Isitmebut · 29/06/2015 15:00

Hannahouse ....

re your "Isitmebut: "The international capital markets, investment banks, to normal fund managers, down to ‘Vulture’ Funds, are experts at pricing ‘risk’ ..."

"Global financial crisis?"

Should I really have qualified my point "except in a financial crisis"^? lol

You are correct in that every government bond price went up, every other non government bond's price went DOWN, so historic price/yield relationships went out of the window - especially as all the fund management buyers, put all their money in government bonds and then sat on their hands (no matter what the yields), until they felt safe to invest away from government bonds again.

Investment banks who thought they were 'hedged' against unnecessary risk (if 'long' credits and 'short' government bonds) coming into the crash, only found the opposite was true - but those that started buying early in 2009 did well - those who tried to 'average in' during the 2008 crisis i.e. Lehman and Bear Stearns with Mortgage Bonds etc, paid the ultimate price.

Your 'point' on any scoreboard.

Isitmebut · 29/06/2015 15:13

BubbaMarra .... Re your "I personally have no understanding for investors who beleived that greek fiscal position was the same as of other european countries.
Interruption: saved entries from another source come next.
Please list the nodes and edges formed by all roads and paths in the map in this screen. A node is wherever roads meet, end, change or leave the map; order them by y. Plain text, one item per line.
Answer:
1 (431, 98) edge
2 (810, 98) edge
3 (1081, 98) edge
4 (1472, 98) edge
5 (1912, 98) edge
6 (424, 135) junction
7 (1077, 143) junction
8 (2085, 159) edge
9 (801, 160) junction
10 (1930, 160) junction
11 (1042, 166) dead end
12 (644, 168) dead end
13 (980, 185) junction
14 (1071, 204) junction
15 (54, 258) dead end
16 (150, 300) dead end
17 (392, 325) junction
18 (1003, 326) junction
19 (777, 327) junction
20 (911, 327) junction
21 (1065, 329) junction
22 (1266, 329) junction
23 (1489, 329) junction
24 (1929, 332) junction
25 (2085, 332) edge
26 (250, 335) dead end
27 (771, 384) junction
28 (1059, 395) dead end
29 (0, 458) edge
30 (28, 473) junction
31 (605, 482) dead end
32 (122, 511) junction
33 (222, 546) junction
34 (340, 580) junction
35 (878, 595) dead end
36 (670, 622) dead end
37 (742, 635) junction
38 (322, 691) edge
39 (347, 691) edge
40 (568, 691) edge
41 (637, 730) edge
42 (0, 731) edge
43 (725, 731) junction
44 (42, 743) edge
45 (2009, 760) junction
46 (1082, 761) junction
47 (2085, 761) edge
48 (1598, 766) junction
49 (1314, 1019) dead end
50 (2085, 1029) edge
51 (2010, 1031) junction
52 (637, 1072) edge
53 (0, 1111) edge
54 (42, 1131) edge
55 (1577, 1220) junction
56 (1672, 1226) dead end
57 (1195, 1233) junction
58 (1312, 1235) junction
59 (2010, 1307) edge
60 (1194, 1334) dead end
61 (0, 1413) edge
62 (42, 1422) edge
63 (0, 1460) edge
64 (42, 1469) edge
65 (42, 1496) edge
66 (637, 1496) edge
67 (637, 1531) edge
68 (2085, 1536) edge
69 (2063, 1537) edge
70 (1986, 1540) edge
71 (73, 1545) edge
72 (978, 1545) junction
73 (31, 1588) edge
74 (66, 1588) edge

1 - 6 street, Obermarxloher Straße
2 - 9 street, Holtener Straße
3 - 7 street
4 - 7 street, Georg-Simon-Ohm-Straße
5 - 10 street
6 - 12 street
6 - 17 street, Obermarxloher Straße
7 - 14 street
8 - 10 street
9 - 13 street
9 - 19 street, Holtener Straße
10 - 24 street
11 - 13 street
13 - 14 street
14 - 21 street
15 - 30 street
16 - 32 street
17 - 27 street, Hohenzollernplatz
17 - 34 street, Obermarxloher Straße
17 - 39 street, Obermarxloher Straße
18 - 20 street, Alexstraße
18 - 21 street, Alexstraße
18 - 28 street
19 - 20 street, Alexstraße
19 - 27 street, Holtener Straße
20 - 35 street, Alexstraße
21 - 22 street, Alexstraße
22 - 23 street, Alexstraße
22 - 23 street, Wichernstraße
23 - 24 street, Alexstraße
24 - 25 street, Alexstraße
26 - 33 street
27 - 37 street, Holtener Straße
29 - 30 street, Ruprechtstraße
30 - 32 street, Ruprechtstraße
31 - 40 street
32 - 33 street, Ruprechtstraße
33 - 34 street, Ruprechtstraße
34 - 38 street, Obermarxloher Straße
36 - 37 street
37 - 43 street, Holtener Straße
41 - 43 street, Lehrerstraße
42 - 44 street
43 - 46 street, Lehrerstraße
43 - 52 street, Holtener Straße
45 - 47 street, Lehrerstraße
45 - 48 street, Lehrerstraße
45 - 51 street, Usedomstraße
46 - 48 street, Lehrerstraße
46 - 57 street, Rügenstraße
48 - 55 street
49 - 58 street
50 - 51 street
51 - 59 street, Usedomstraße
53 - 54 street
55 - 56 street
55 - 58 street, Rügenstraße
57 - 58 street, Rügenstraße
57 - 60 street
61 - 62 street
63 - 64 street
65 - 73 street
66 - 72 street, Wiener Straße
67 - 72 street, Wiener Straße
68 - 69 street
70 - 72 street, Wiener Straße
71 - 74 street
There was absolutly NO reasons for such a belief, EVER."

If investors only criterion was a countries fiscal position, would they be buying ANY European government bonds NOW?

Investors in the time you are looking at, if wanted to be in the Euro, were looking for YIELD, as many pensions funds (especially Final Salary) counted on say 7% annual returns from their portfolios - saw AAA and AA bond yields go to 2-3% ish levels, when including inflation back then, gave them a NEGATIVE 'real' return.

That is also why collateralized securities and derivatives etc became investor popular, as they were looking for 'extra'.

But when investors buy government bonds, there are no bleedin' contracts signed, you are searching, but the problem is GREECE, not the investors.

Hullygully · 29/06/2015 15:38

Cote, hyperbole is a recognised and acceptable language device to highlight the ludicrous nature of others' supposedly "rational" arguments.

And what Claig said.

squidzin · 29/06/2015 15:51

Ooh claig. Interesting!

One day it might be... Those mad conspiracy theorists were right all along! (just not about climate change)

claig · 29/06/2015 15:52

Absolutely, squidzin! And they are right about climate change too!